01/17/2024
I had the best day with YouTube today. I've been getting so fed up and depressed about the war situations and the royal situations and the various celebrity argie-bargies that you see incessantly touted--then there's all the click bait which is dedicated to coaxing you into wasting your time trying to learn about something that actually never happened.
But today started with a treat sequence of various buskers playing public pianos in train stations and mall food courts, some patron requesting a classical piece, and opera singers or other musicians joining in along with members of the staff and other patrons. This happened mostly in Italy and France but it was really cool. I am not an opera buff but a friend did tell me they are often based on folksongs and stories and myths and I've been a bit more interested since then, and have always had a lot of respect for the amount of training and talent it takes to be able to perform it. As most of you who are Anne McCaffrey fans know, she had aspirations to be an opera singer but her voice wouldn't quite make it, which was a theme among more than one of her heroines. So I enjoyed watching all those people enjoy the music.
Then at the end of the day, suddenly a special appeared on my screen while I was waiting for something else. It was about the wonderful Scottish folk singer/song writer/musician/storyteller/teacher Hamish Henderson. I would say he was a Scottish Pete Seeger (complete with having been blacklisted by the BBC instead of the committee for unAmerican activities) but actually Pete was a fan of Hamish's. Anyway, I first heard of him because my old Victory Music friend Rob Folsom used to sing Hamish's song Farewell, Ye Banks of Sicily about some of the experiences of Scottish troops in Sicily.

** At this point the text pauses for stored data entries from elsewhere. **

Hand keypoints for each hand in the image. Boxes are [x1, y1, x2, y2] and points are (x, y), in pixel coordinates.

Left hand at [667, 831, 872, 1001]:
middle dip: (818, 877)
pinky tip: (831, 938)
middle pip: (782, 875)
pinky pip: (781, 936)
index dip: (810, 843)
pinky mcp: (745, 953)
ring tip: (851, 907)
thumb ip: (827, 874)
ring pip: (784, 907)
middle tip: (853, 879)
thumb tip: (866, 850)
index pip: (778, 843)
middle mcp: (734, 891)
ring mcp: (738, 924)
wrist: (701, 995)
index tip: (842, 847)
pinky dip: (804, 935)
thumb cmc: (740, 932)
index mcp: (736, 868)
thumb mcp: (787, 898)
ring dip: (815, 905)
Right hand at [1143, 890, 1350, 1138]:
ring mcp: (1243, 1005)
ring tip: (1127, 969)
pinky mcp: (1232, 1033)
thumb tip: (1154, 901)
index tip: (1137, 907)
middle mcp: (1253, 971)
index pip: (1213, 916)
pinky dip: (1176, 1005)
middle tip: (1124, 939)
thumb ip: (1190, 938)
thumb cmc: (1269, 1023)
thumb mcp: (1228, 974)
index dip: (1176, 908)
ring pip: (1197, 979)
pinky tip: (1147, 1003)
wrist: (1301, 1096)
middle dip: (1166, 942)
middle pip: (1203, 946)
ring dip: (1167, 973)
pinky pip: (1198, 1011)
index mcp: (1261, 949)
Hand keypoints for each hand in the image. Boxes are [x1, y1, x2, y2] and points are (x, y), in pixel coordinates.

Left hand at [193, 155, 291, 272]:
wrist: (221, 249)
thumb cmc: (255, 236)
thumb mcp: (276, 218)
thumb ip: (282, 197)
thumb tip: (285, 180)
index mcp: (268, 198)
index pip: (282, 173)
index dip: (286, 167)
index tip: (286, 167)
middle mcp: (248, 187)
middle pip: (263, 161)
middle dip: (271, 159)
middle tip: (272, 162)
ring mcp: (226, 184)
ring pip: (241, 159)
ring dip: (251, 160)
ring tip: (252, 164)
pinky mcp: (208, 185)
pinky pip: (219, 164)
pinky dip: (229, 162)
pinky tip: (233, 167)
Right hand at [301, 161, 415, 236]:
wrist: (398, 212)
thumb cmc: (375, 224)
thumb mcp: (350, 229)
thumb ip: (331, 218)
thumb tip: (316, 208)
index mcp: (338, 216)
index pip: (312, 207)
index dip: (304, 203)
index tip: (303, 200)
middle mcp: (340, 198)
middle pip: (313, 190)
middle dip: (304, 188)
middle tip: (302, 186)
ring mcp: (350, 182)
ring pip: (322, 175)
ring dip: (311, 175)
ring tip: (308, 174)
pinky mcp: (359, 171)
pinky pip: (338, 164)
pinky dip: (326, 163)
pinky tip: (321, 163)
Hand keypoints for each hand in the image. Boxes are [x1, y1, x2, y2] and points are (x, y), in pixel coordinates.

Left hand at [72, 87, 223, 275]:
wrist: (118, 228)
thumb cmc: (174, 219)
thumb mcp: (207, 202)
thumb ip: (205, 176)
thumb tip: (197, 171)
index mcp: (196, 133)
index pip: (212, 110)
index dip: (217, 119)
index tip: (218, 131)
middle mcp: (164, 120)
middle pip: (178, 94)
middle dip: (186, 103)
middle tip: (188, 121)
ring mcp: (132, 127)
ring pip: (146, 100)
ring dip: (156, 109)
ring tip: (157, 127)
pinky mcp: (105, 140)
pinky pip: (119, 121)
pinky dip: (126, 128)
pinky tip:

When I attended the Dundee Folk Festival on one of the breaks I took in writing with Anne, Hamish Henderson was one of the guests, along with my friends in Stravaig (Hi, Jeannie!) and Dougie MacClean among others. So I had to say hi and tell him how moving I found his song. Ended up spending the afternoon sitting in the lobby visiting with him as he told me about collecting ballads with the Lomaxes and a bit of the history of the song. At one point a woman came up and said, "Hamish, can I bring you a sandwich?" and he gestured toward me and said, "what about her? Maybe she'd like a sandwich too?" which I thought was really egalitarian of him--and according to this special that was certainly how he was. But turns out he was also one of the founders of the Edinburgh Fringe Festival and the School for Scottish Studies and a professor at the University of Edinburgh. He also had hung out a lot with Scottish Travellers and had some family connections among them and learnd many of their songs and stories.
But the thing that tickled me the most was learning that because he was multi-lingual, including Italian and German, they put him in British Intelligence behind the lines to interrogate German POW's. Turns out he ended up getting not just name, rank and serial number but lots of versions of Lily Marlena and other German folk songs his new informants shared with him, not under duress but because it was mutually enjoyable...
Anyway, I am so glad I got to meet him and now got to know a bit more about him. He was quite old by the time I met him, very arthritic and blind and a young man sort of guided him around when he was to talk or perform, so I'm so glad I had that opportunity.